Blanchard speaks of a father who had a supernumerary
nipple on each breast and his seven sons had the same
deformities; it was not noticed in the daughters. The youngest
son transmitted this anomaly to his four sons. Petrequin
describes a man with three mammae, two on the left side, the
third being beneath the others. He had three sons with accessory
mammae on the right side and two daughters with the same anomaly
on the left side. Savitzky reports a case of gynecomazia in a
peasant of twenty-one whose father, elder brother, and a cousin
were similarly endowed. The patient's breasts were 33 cm. in
circumference and 15 cm. from the nipple to the base of the
gland; they resembled normal female mammae in all respects. The
penis and the other genitalia were normal, but the man had a
female voice and absence of facial hair. There was an abundance
of subcutaneous fat and a rather broad pelvis.
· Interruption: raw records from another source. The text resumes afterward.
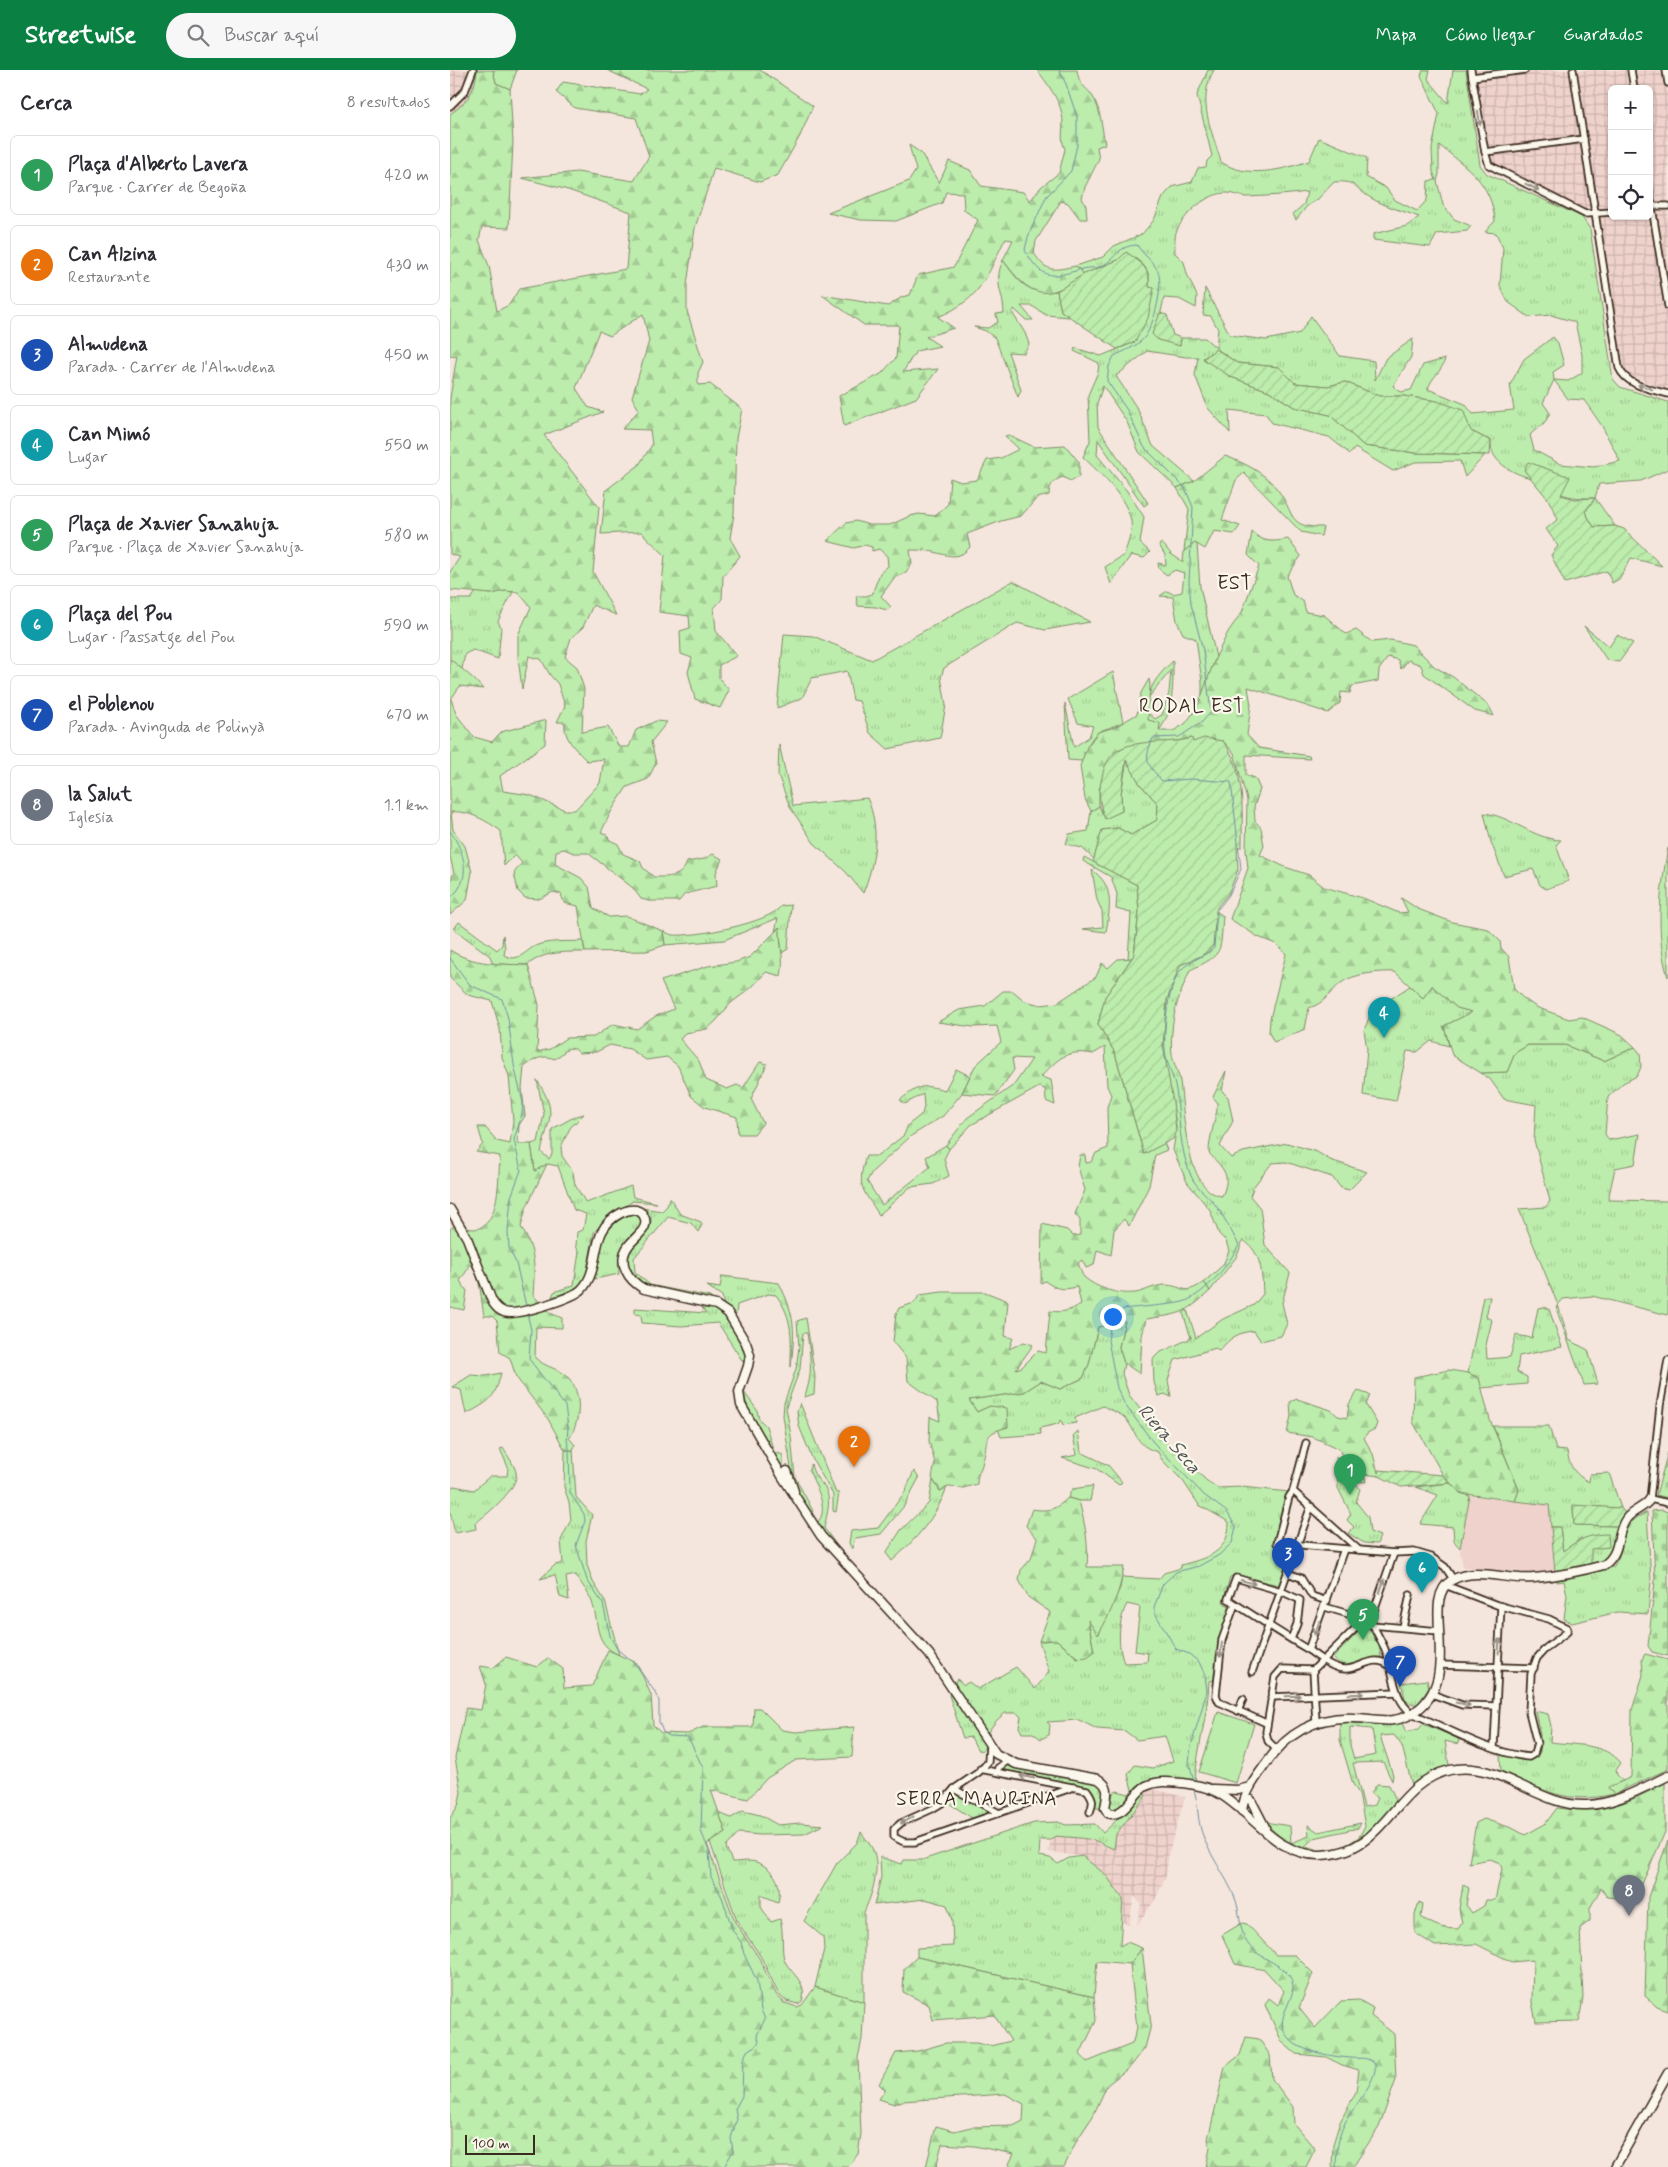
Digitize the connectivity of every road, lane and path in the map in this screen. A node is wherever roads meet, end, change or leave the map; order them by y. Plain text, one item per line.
1 (473, 70) edge
2 (1471, 70) edge
3 (1525, 70) edge
4 (1574, 70) edge
5 (1631, 70) edge
6 (1666, 70) edge
7 (1472, 77) junction
8 (1668, 83) edge
9 (1633, 85) edge
10 (450, 106) edge
11 (1584, 139) junction
12 (1485, 152) junction
13 (1653, 206) edge
14 (1668, 206) edge
15 (1608, 212) edge
16 (1596, 214) junction
17 (1653, 218) edge
18 (1668, 306) edge
19 (1668, 394) edge
20 (450, 1209) edge
21 (1668, 1360) edge
22 (1306, 1444) dead end
23 (787, 1470) dead end
24 (1293, 1491) junction
25 (795, 1498) junction
26 (1650, 1499) junction
27 (1668, 1503) edge
28 (1311, 1506) junction
29 (1298, 1546) junction
30 (1344, 1549) junction
31 (1359, 1550) junction
32 (1394, 1553) junction
33 (1288, 1573) junction
34 (1453, 1579) junction
35 (1445, 1585) junction
36 (1281, 1591) junction
37 (1410, 1595) dead end
38 (1235, 1604) junction
39 (1326, 1604) junction
40 (1501, 1606) junction
41 (1369, 1621) junction
42 (1269, 1626) junction
43 (1403, 1627) junction
44 (1439, 1632) junction
45 (1290, 1639) junction
46 (1308, 1650) junction
47 (1322, 1659) junction
48 (1441, 1665) junction
49 (1498, 1666) junction
50 (1390, 1667) junction
51 (1534, 1668) junction
52 (1313, 1670) junction
53 (1252, 1672) dead end
54 (1397, 1692) junction
55 (1432, 1694) junction
56 (1314, 1695) junction
57 (1272, 1697) junction
58 (1243, 1699) dead end
59 (1496, 1706) junction
60 (1238, 1711) junction
61 (1412, 1713) junction
62 (1266, 1722) junction
63 (1316, 1722) junction
64 (989, 1745) junction
65 (1494, 1747) junction
66 (1276, 1749) junction
67 (996, 1754) junction
68 (1007, 1761) junction
69 (988, 1762) junction
70 (980, 1769) junction
71 (1001, 1770) junction
72 (1668, 1776) edge
73 (1256, 1779) junction
74 (1074, 1787) junction
75 (1250, 1787) junction
76 (954, 1789) junction
77 (1210, 1789) junction
78 (1251, 1800) junction
79 (1242, 1811) junction
80 (1090, 1812) dead end
81 (1000, 1813) junction
82 (1274, 1839) junction
83 (1668, 2073) edge
84 (1615, 2167) edge

1 - 10 street
2 - 7 street
3 - 7 street
4 - 11 street
5 - 9 street
6 - 8 street
7 -> 12 street
11 - 12 street
11 - 16 street
12 -> 16 street
13 - 14 street
15 - 16 street
19 -> 16 street
17 - 18 street
20 - 25 main road
21 - 26 street
22 - 24 street
23 - 25 main road
24 - 28 street
24 - 29 street
25 - 64 main road
26 - 27 street
26 - 34 main road
28 - 29 street
28 - 31 street
29 - 30 street
29 - 33 street
30 - 31 street
30 - 39 street
31 - 32 street
32 - 34 street
41 -> 32 street
33 - 36 street
33 - 39 street
34 - 35 main road
35 - 40 street
35 - 44 main road
38 -> 36 street
36 - 42 street
36 - 45 street
37 - 43 street
38 - 42 street
38 -> 60 street
39 - 41 street
39 -> 46 street
49 -> 40 street
40 - 51 street
41 - 43 street
41 - 47 street
41 - 50 street
42 - 45 street
42 - 53 street
43 - 44 street
44 - 48 main road
45 - 46 street
46 - 47 street
47 - 50 street
47 - 52 street
48 - 49 street
48 - 55 main road
49 - 51 street
49 - 59 street
50 - 54 street
51 - 65 street
52 - 56 street
52 - 57 street
56 -> 54 street
54 - 61 street
55 -> 59 street
55 - 61 main road
57 -> 56 street
56 - 63 street
57 - 62 street
58 - 60 street
59 - 65 street
60 - 62 street
61 - 63 main road
61 - 65 street
62 - 66 street
63 - 66 main road
64 - 67 main road
64 - 69 street
66 - 73 main road
67 - 68 main road
67 - 69 street
68 - 71 street
68 - 77 main road
69 - 70 street
69 - 71 street
70 - 71 street
70 - 76 street
74 -> 71 street
72 - 82 main road
73 - 75 main road
73 - 78 main road
74 - 80 street
74 - 81 street
75 - 77 main road
75 - 79 main road
76 - 81 street
76 -> 81 street
77 - 79 main road
78 - 79 main road
78 - 82 main road
79 - 82 main road
83 - 84 main road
Wiltshire said that he knew a gynecomast in the person of a
distinguished naturalist who since the age of puberty observed
activity in his breasts, accompanied with secretion of milky
fluid which lasted for a period of six weeks and occurred every
spring. This authority also mentions that the French call
husbands who have well-developed mammae "la couvade;" the Germans
call male supernumerary breasts "bauchwarze," or ventral nipples.